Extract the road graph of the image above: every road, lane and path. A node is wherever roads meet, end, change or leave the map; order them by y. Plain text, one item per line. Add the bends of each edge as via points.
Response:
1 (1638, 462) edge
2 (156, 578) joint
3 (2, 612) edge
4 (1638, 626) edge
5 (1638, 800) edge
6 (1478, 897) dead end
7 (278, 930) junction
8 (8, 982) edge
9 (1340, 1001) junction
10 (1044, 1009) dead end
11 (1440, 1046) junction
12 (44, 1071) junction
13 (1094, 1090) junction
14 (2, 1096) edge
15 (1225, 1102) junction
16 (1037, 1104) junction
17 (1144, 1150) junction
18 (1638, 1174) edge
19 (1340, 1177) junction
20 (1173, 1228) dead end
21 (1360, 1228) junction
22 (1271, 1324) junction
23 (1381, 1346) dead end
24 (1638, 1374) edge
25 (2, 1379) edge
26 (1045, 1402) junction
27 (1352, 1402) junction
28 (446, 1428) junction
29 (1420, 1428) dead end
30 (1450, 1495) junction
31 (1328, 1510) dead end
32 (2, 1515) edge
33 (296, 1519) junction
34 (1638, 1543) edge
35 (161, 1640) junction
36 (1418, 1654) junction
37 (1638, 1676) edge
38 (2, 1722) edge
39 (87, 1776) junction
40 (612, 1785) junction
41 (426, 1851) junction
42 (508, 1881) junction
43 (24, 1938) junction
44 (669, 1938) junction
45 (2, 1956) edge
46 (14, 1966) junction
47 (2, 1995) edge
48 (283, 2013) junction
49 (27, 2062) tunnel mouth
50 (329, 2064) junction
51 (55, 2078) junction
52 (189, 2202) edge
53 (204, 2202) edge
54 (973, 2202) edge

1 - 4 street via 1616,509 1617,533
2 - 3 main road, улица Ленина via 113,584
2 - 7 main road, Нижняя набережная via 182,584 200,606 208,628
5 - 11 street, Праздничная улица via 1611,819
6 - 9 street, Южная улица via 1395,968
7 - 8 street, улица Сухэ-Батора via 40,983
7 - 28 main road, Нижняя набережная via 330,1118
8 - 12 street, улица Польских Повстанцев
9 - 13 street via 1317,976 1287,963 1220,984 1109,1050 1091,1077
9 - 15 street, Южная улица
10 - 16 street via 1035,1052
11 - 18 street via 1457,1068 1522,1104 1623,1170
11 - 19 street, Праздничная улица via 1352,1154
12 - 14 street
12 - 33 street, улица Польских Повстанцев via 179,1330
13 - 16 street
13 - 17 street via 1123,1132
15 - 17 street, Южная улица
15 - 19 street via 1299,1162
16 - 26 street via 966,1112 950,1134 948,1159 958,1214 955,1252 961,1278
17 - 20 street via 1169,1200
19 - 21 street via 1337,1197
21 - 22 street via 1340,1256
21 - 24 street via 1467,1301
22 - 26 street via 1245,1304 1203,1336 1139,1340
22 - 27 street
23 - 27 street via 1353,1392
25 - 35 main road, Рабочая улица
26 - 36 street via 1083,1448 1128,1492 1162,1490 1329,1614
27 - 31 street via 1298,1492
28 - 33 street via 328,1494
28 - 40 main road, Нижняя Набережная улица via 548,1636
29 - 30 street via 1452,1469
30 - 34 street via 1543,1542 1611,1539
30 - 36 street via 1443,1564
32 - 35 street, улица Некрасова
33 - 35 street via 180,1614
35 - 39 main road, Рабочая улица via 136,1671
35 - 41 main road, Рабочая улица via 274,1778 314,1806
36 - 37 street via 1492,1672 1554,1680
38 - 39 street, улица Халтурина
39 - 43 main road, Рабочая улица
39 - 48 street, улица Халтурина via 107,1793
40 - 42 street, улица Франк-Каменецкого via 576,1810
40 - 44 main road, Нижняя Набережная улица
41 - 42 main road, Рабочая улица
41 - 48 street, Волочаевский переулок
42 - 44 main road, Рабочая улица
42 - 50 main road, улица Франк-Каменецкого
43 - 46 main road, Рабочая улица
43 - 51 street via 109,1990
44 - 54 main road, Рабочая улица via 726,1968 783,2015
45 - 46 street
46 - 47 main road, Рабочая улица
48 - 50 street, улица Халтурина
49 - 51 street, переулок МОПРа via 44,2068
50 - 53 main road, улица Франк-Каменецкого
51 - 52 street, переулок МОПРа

───

WHAT YOU ARE ASKED TO DO: Copy out the entries above without altering a single character.

ANSWER TO THE PROBLEM:
Extract the road graph of the image above: every road, lane and path. A node is wherever roads meet, end, change or leave the map; order them by y. Plain text, one item per line. Add the bends of each edge as via points.
Response:
1 (1638, 462) edge
2 (156, 578) joint
3 (2, 612) edge
4 (1638, 626) edge
5 (1638, 800) edge
6 (1478, 897) dead end
7 (278, 930) junction
8 (8, 982) edge
9 (1340, 1001) junction
10 (1044, 1009) dead end
11 (1440, 1046) junction
12 (44, 1071) junction
13 (1094, 1090) junction
14 (2, 1096) edge
15 (1225, 1102) junction
16 (1037, 1104) junction
17 (1144, 1150) junction
18 (1638, 1174) edge
19 (1340, 1177) junction
20 (1173, 1228) dead end
21 (1360, 1228) junction
22 (1271, 1324) junction
23 (1381, 1346) dead end
24 (1638, 1374) edge
25 (2, 1379) edge
26 (1045, 1402) junction
27 (1352, 1402) junction
28 (446, 1428) junction
29 (1420, 1428) dead end
30 (1450, 1495) junction
31 (1328, 1510) dead end
32 (2, 1515) edge
33 (296, 1519) junction
34 (1638, 1543) edge
35 (161, 1640) junction
36 (1418, 1654) junction
37 (1638, 1676) edge
38 (2, 1722) edge
39 (87, 1776) junction
40 (612, 1785) junction
41 (426, 1851) junction
42 (508, 1881) junction
43 (24, 1938) junction
44 (669, 1938) junction
45 (2, 1956) edge
46 (14, 1966) junction
47 (2, 1995) edge
48 (283, 2013) junction
49 (27, 2062) tunnel mouth
50 (329, 2064) junction
51 (55, 2078) junction
52 (189, 2202) edge
53 (204, 2202) edge
54 (973, 2202) edge

1 - 4 street via 1616,509 1617,533
2 - 3 main road, улица Ленина via 113,584
2 - 7 main road, Нижняя набережная via 182,584 200,606 208,628
5 - 11 street, Праздничная улица via 1611,819
6 - 9 street, Южная улица via 1395,968
7 - 8 street, улица Сухэ-Батора via 40,983
7 - 28 main road, Нижняя набережная via 330,1118
8 - 12 street, улица Польских Повстанцев
9 - 13 street via 1317,976 1287,963 1220,984 1109,1050 1091,1077
9 - 15 street, Южная улица
10 - 16 street via 1035,1052
11 - 18 street via 1457,1068 1522,1104 1623,1170
11 - 19 street, Праздничная улица via 1352,1154
12 - 14 street
12 - 33 street, улица Польских Повстанцев via 179,1330
13 - 16 street
13 - 17 street via 1123,1132
15 - 17 street, Южная улица
15 - 19 street via 1299,1162
16 - 26 street via 966,1112 950,1134 948,1159 958,1214 955,1252 961,1278
17 - 20 street via 1169,1200
19 - 21 street via 1337,1197
21 - 22 street via 1340,1256
21 - 24 street via 1467,1301
22 - 26 street via 1245,1304 1203,1336 1139,1340
22 - 27 street
23 - 27 street via 1353,1392
25 - 35 main road, Рабочая улица
26 - 36 street via 1083,1448 1128,1492 1162,1490 1329,1614
27 - 31 street via 1298,1492
28 - 33 street via 328,1494
28 - 40 main road, Нижняя Набережная улица via 548,1636
29 - 30 street via 1452,1469
30 - 34 street via 1543,1542 1611,1539
30 - 36 street via 1443,1564
32 - 35 street, улица Некрасова
33 - 35 street via 180,1614
35 - 39 main road, Рабочая улица via 136,1671
35 - 41 main road, Рабочая улица via 274,1778 314,1806
36 - 37 street via 1492,1672 1554,1680
38 - 39 street, улица Халтурина
39 - 43 main road, Рабочая улица
39 - 48 street, улица Халтурина via 107,1793
40 - 42 street, улица Франк-Каменецкого via 576,1810
40 - 44 main road, Нижняя Набережная улица
41 - 42 main road, Рабочая улица
41 - 48 street, Волочаевский переулок
42 - 44 main road, Рабочая улица
42 - 50 main road, улица Франк-Каменецкого
43 - 46 main road, Рабочая улица
43 - 51 street via 109,1990
44 - 54 main road, Рабочая улица via 726,1968 783,2015
45 - 46 street
46 - 47 main road, Рабочая улица
48 - 50 street, улица Халтурина
49 - 51 street, переулок МОПРа via 44,2068
50 - 53 main road, улица Франк-Каменецкого
51 - 52 street, переулок МОПРа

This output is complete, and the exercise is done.